A word-for-word copy of the data, pictures excluded, is what this task asks for.

Given data
##############################

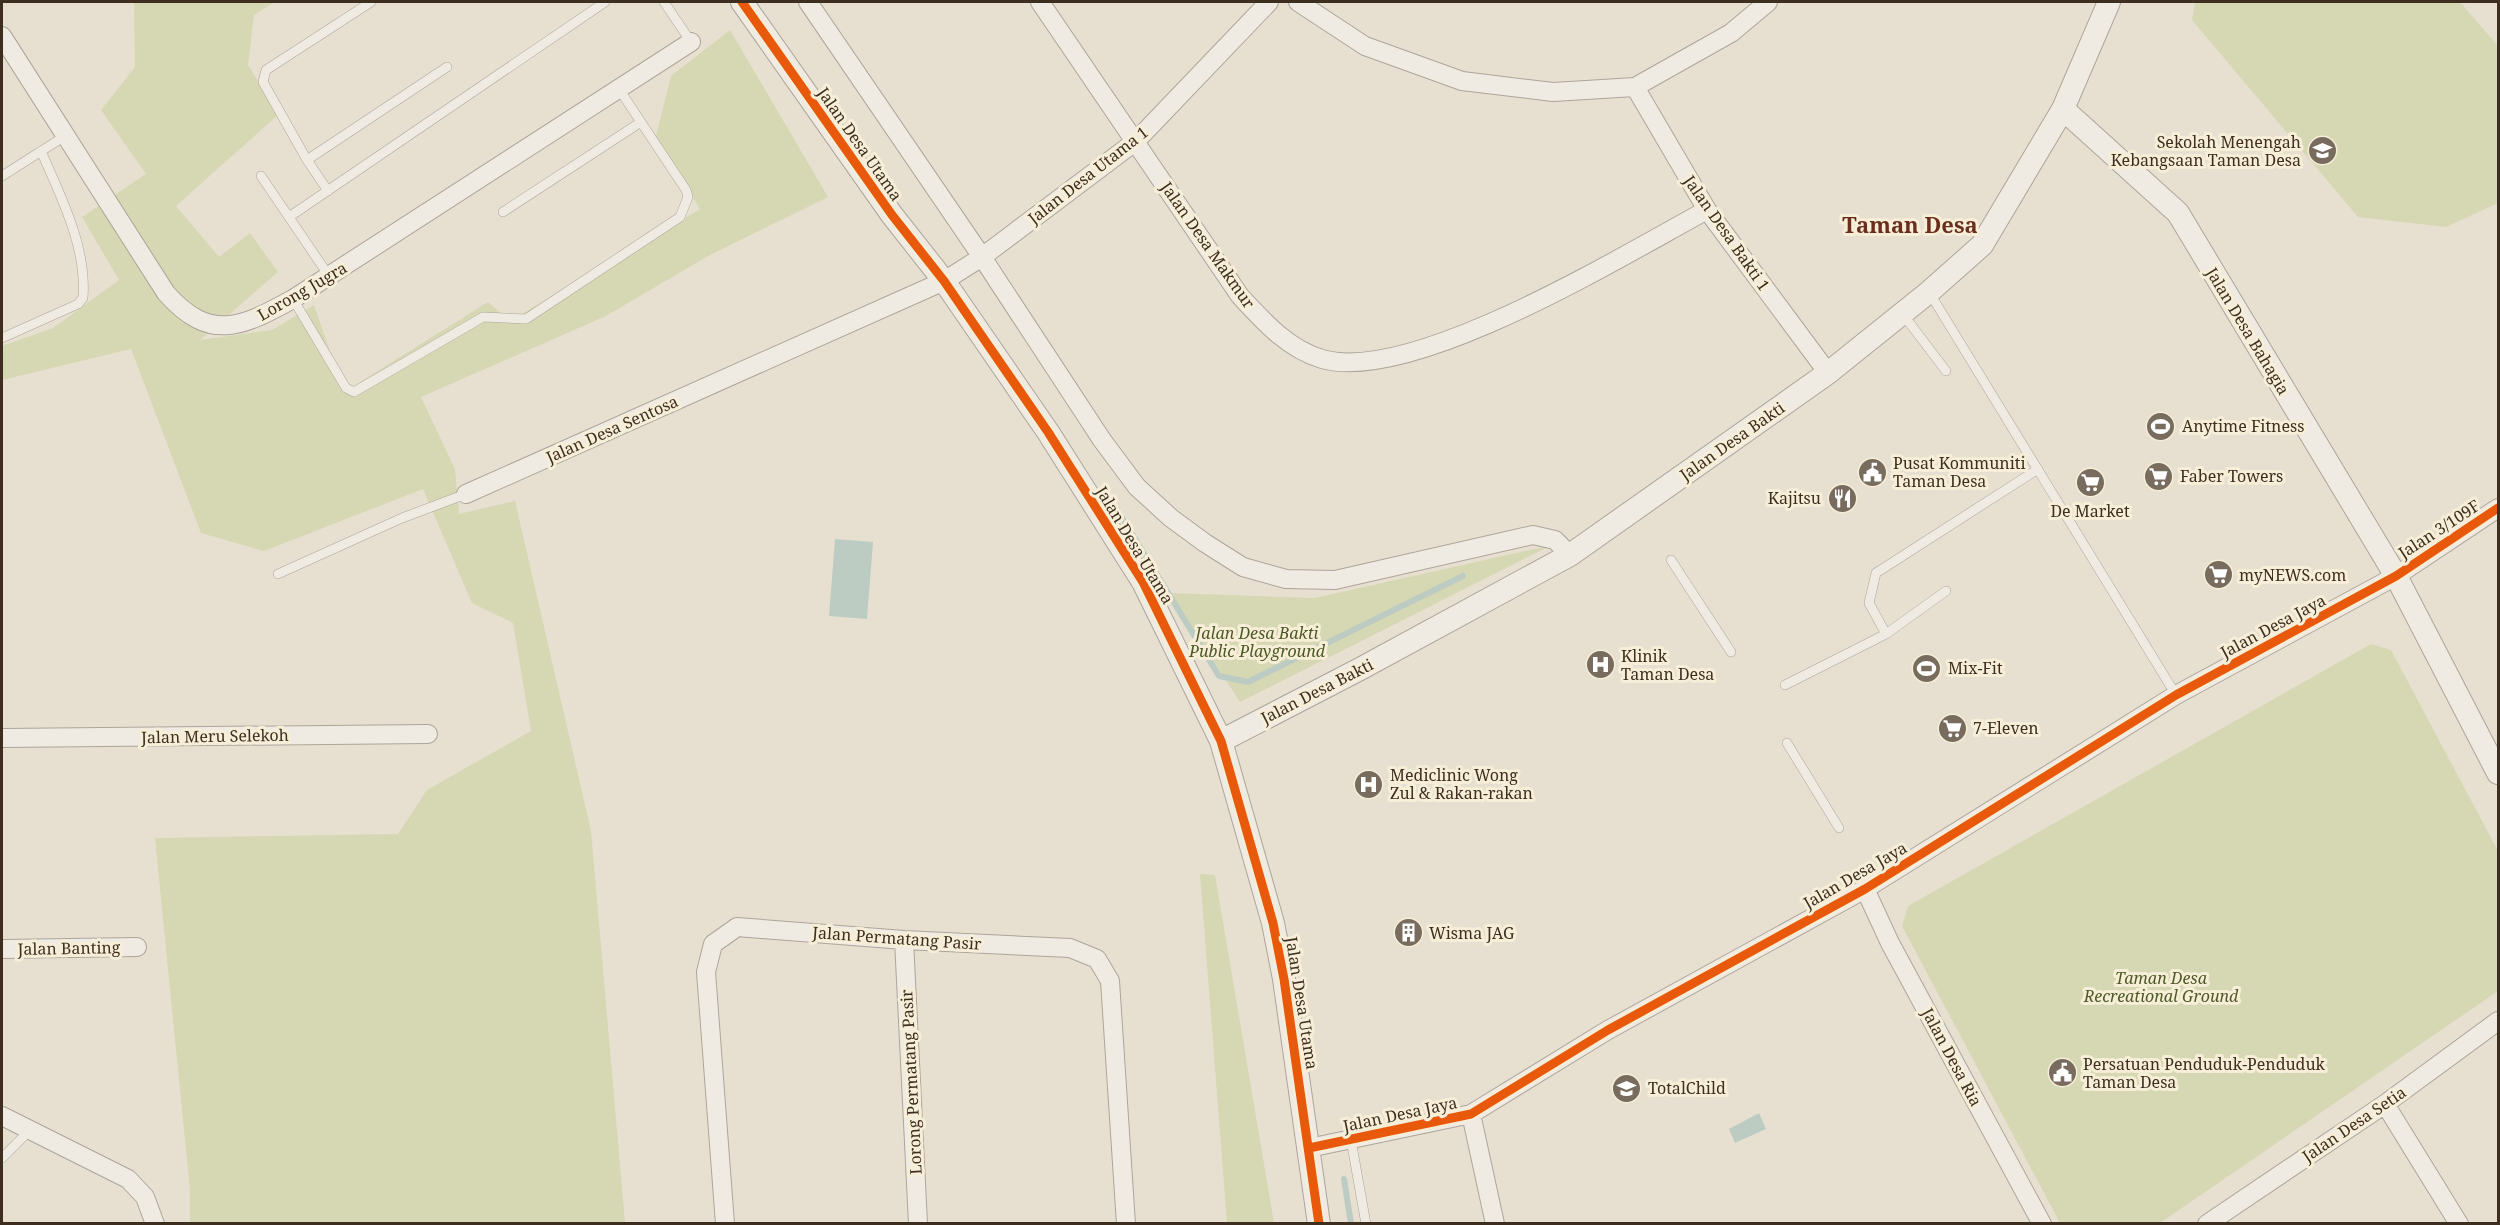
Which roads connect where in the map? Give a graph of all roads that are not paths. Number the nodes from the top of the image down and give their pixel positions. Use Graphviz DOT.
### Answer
graph roads {
  1 [pos="370,2"];
  2 [pos="605,2"];
  3 [pos="664,2"];
  4 [pos="742,2"];
  5 [pos="808,2"];
  6 [pos="1040,2"];
  7 [pos="1269,2"];
  8 [pos="1298,2"];
  9 [pos="1768,2"];
  10 [pos="2109,2"];
  11 [pos="2,36"];
  12 [pos="691,42"];
  13 [pos="447,67"];
  14 [pos="1635,87"];
  15 [pos="619,89"];
  16 [pos="2063,110"];
  17 [pos="641,122"];
  18 [pos="65,136"];
  19 [pos="1136,141"];
  20 [pos="41,151"];
  21 [pos="307,160"];
  22 [pos="2,176"];
  23 [pos="261,176"];
  24 [pos="328,191"];
  25 [pos="1707,210"];
  26 [pos="503,212"];
  27 [pos="289,217"];
  28 [pos="982,257"];
  29 [pos="329,276"];
  30 [pos="944,281"];
  31 [pos="1929,292"];
  32 [pos="293,300"];
  33 [pos="1902,313"];
  34 [pos="2,338"];
  35 [pos="1946,371"];
  36 [pos="1828,373"];
  37 [pos="2038,469"];
  38 [pos="466,494"];
  39 [pos="2499,508"];
  40 [pos="1570,555"];
  41 [pos="1671,560"];
  42 [pos="279,574"];
  43 [pos="2396,576"];
  44 [pos="1946,591"];
  45 [pos="1886,634"];
  46 [pos="1731,652"];
  47 [pos="1785,685"];
  48 [pos="2176,695"];
  49 [pos="428,734"];
  50 [pos="2,738"];
  51 [pos="1221,741"];
  52 [pos="1787,743"];
  53 [pos="2499,773"];
  54 [pos="1839,828"];
  55 [pos="1865,889"];
  56 [pos="904,940"];
  57 [pos="137,947"];
  58 [pos="2,949"];
  59 [pos="2499,1021"];
  60 [pos="2385,1104"];
  61 [pos="1471,1114"];
  62 [pos="2,1116"];
  63 [pos="29,1131"];
  64 [pos="1351,1140"];
  65 [pos="1309,1148"];
  66 [pos="2,1158"];
  67 [pos="155,1224"];
  68 [pos="725,1224"];
  69 [pos="918,1224"];
  70 [pos="1126,1224"];
  71 [pos="1318,1224"];
  72 [pos="1366,1224"];
  73 [pos="1495,1224"];
  74 [pos="2042,1224"];
  75 [pos="2207,1224"];
  76 [pos="2459,1224"];
  1 -- 21 [label="lane"];
  2 -- 24 [label="lane"];
  3 -- 12 [label="lane"];
  4 -- 30 [label="street, Jalan Desa Utama"];
  5 -- 28 [label="street"];
  6 -- 19 [label="street, Jalan Desa Makmur"];
  7 -- 19 [label="street, Jalan Desa Utama 1"];
  8 -- 14 [label="street"];
  9 -- 14 [label="street"];
  10 -- 16 [label="street, Jalan Desa Bakti"];
  11 -- 18 [label="street, Lorong Jugra"];
  12 -- 15 [label="street, Lorong Jugra"];
  13 -- 21 [label="lane"];
  14 -- 25 [label="street, Jalan Desa Bakti 1"];
  15 -- 17 [label="lane"];
  15 -- 29 [label="street, Lorong Jugra"];
  16 -- 31 [label="street, Jalan Desa Bakti"];
  16 -- 43 [label="street, Jalan Desa Bahagia"];
  17 -- 26 [label="lane"];
  17 -- 32 [label="lane"];
  18 -- 20 [label="lane"];
  18 -- 32 [label="street, Lorong Jugra"];
  19 -- 25 [label="street, Jalan Desa Makmur"];
  19 -- 28 [label="street, Jalan Desa Utama 1"];
  20 -- 22 [label="lane"];
  20 -- 34 [label="lane"];
  21 -- 24 [label="lane"];
  23 -- 27 [label="lane"];
  24 -- 27 [label="lane"];
  25 -- 36 [label="street, Jalan Desa Bakti 1"];
  27 -- 29 [label="lane"];
  28 -- 30 [label="street, Jalan Desa Utama 1"];
  28 -- 40 [label="street"];
  29 -- 32 [label="street, Lorong Jugra"];
  30 -- 38 [label="street, Jalan Desa Sentosa"];
  30 -- 51 [label="street, Jalan Desa Utama"];
  31 -- 33 [label="street, Jalan Desa Bakti"];
  31 -- 37 [label="lane"];
  33 -- 35 [label="lane"];
  33 -- 36 [label="street, Jalan Desa Bakti"];
  36 -- 40 [label="street, Jalan Desa Bakti"];
  37 -- 45 [label="lane"];
  37 -- 48 [label="lane"];
  38 -- 42 [label="lane, Jalan Desa Sentosa"];
  39 -- 43 [label="street, Jalan 3/109F"];
  40 -- 51 [label="street, Jalan Desa Bakti"];
  41 -- 46 [label="lane"];
  43 -- 48 [label="street, Jalan Desa Jaya"];
  43 -- 53 [label="street, Jalan Desa Bahagia"];
  44 -- 45 [label="lane"];
  45 -- 47 [label="lane"];
  48 -- 55 [label="street, Jalan Desa Jaya"];
  49 -- 50 [label="street, Jalan Meru Selekoh"];
  51 -- 65 [label="street, Jalan Desa Utama"];
  52 -- 54 [label="lane"];
  55 -- 61 [label="street, Jalan Desa Jaya"];
  55 -- 74 [label="street, Jalan Desa Ria"];
  56 -- 68 [label="street, Jalan Permatang Pasir"];
  56 -- 69 [label="street, Lorong Permatang Pasir"];
  56 -- 70 [label="street, Jalan Permatang Pasir"];
  57 -- 58 [label="street, Jalan Banting"];
  59 -- 60 [label="street, Jalan Desa Setia"];
  60 -- 75 [label="street, Jalan Desa Setia"];
  60 -- 76 [label="street"];
  61 -- 64 [label="street, Jalan Desa Jaya"];
  61 -- 73 [label="street"];
  62 -- 63 [label="street"];
  63 -- 66 [label="lane"];
  63 -- 67 [label="street"];
  64 -- 65 [label="street, Jalan Desa Jaya"];
  64 -- 72 [label="lane"];
  65 -- 71 [label="street, Jalan Desa Utama"];
}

##############################

Response below
Which roads connect where in the map? Give a graph of all roads that are not paths. Number the nodes from the top of the image down and give their pixel positions. Use Graphviz DOT.
### Answer
graph roads {
  1 [pos="370,2"];
  2 [pos="605,2"];
  3 [pos="664,2"];
  4 [pos="742,2"];
  5 [pos="808,2"];
  6 [pos="1040,2"];
  7 [pos="1269,2"];
  8 [pos="1298,2"];
  9 [pos="1768,2"];
  10 [pos="2109,2"];
  11 [pos="2,36"];
  12 [pos="691,42"];
  13 [pos="447,67"];
  14 [pos="1635,87"];
  15 [pos="619,89"];
  16 [pos="2063,110"];
  17 [pos="641,122"];
  18 [pos="65,136"];
  19 [pos="1136,141"];
  20 [pos="41,151"];
  21 [pos="307,160"];
  22 [pos="2,176"];
  23 [pos="261,176"];
  24 [pos="328,191"];
  25 [pos="1707,210"];
  26 [pos="503,212"];
  27 [pos="289,217"];
  28 [pos="982,257"];
  29 [pos="329,276"];
  30 [pos="944,281"];
  31 [pos="1929,292"];
  32 [pos="293,300"];
  33 [pos="1902,313"];
  34 [pos="2,338"];
  35 [pos="1946,371"];
  36 [pos="1828,373"];
  37 [pos="2038,469"];
  38 [pos="466,494"];
  39 [pos="2499,508"];
  40 [pos="1570,555"];
  41 [pos="1671,560"];
  42 [pos="279,574"];
  43 [pos="2396,576"];
  44 [pos="1946,591"];
  45 [pos="1886,634"];
  46 [pos="1731,652"];
  47 [pos="1785,685"];
  48 [pos="2176,695"];
  49 [pos="428,734"];
  50 [pos="2,738"];
  51 [pos="1221,741"];
  52 [pos="1787,743"];
  53 [pos="2499,773"];
  54 [pos="1839,828"];
  55 [pos="1865,889"];
  56 [pos="904,940"];
  57 [pos="137,947"];
  58 [pos="2,949"];
  59 [pos="2499,1021"];
  60 [pos="2385,1104"];
  61 [pos="1471,1114"];
  62 [pos="2,1116"];
  63 [pos="29,1131"];
  64 [pos="1351,1140"];
  65 [pos="1309,1148"];
  66 [pos="2,1158"];
  67 [pos="155,1224"];
  68 [pos="725,1224"];
  69 [pos="918,1224"];
  70 [pos="1126,1224"];
  71 [pos="1318,1224"];
  72 [pos="1366,1224"];
  73 [pos="1495,1224"];
  74 [pos="2042,1224"];
  75 [pos="2207,1224"];
  76 [pos="2459,1224"];
  1 -- 21 [label="lane"];
  2 -- 24 [label="lane"];
  3 -- 12 [label="lane"];
  4 -- 30 [label="street, Jalan Desa Utama"];
  5 -- 28 [label="street"];
  6 -- 19 [label="street, Jalan Desa Makmur"];
  7 -- 19 [label="street, Jalan Desa Utama 1"];
  8 -- 14 [label="street"];
  9 -- 14 [label="street"];
  10 -- 16 [label="street, Jalan Desa Bakti"];
  11 -- 18 [label="street, Lorong Jugra"];
  12 -- 15 [label="street, Lorong Jugra"];
  13 -- 21 [label="lane"];
  14 -- 25 [label="street, Jalan Desa Bakti 1"];
  15 -- 17 [label="lane"];
  15 -- 29 [label="street, Lorong Jugra"];
  16 -- 31 [label="street, Jalan Desa Bakti"];
  16 -- 43 [label="street, Jalan Desa Bahagia"];
  17 -- 26 [label="lane"];
  17 -- 32 [label="lane"];
  18 -- 20 [label="lane"];
  18 -- 32 [label="street, Lorong Jugra"];
  19 -- 25 [label="street, Jalan Desa Makmur"];
  19 -- 28 [label="street, Jalan Desa Utama 1"];
  20 -- 22 [label="lane"];
  20 -- 34 [label="lane"];
  21 -- 24 [label="lane"];
  23 -- 27 [label="lane"];
  24 -- 27 [label="lane"];
  25 -- 36 [label="street, Jalan Desa Bakti 1"];
  27 -- 29 [label="lane"];
  28 -- 30 [label="street, Jalan Desa Utama 1"];
  28 -- 40 [label="street"];
  29 -- 32 [label="street, Lorong Jugra"];
  30 -- 38 [label="street, Jalan Desa Sentosa"];
  30 -- 51 [label="street, Jalan Desa Utama"];
  31 -- 33 [label="street, Jalan Desa Bakti"];
  31 -- 37 [label="lane"];
  33 -- 35 [label="lane"];
  33 -- 36 [label="street, Jalan Desa Bakti"];
  36 -- 40 [label="street, Jalan Desa Bakti"];
  37 -- 45 [label="lane"];
  37 -- 48 [label="lane"];
  38 -- 42 [label="lane, Jalan Desa Sentosa"];
  39 -- 43 [label="street, Jalan 3/109F"];
  40 -- 51 [label="street, Jalan Desa Bakti"];
  41 -- 46 [label="lane"];
  43 -- 48 [label="street, Jalan Desa Jaya"];
  43 -- 53 [label="street, Jalan Desa Bahagia"];
  44 -- 45 [label="lane"];
  45 -- 47 [label="lane"];
  48 -- 55 [label="street, Jalan Desa Jaya"];
  49 -- 50 [label="street, Jalan Meru Selekoh"];
  51 -- 65 [label="street, Jalan Desa Utama"];
  52 -- 54 [label="lane"];
  55 -- 61 [label="street, Jalan Desa Jaya"];
  55 -- 74 [label="street, Jalan Desa Ria"];
  56 -- 68 [label="street, Jalan Permatang Pasir"];
  56 -- 69 [label="street, Lorong Permatang Pasir"];
  56 -- 70 [label="street, Jalan Permatang Pasir"];
  57 -- 58 [label="street, Jalan Banting"];
  59 -- 60 [label="street, Jalan Desa Setia"];
  60 -- 75 [label="street, Jalan Desa Setia"];
  60 -- 76 [label="street"];
  61 -- 64 [label="street, Jalan Desa Jaya"];
  61 -- 73 [label="street"];
  62 -- 63 [label="street"];
  63 -- 66 [label="lane"];
  63 -- 67 [label="street"];
  64 -- 65 [label="street, Jalan Desa Jaya"];
  64 -- 72 [label="lane"];
  65 -- 71 [label="street, Jalan Desa Utama"];
}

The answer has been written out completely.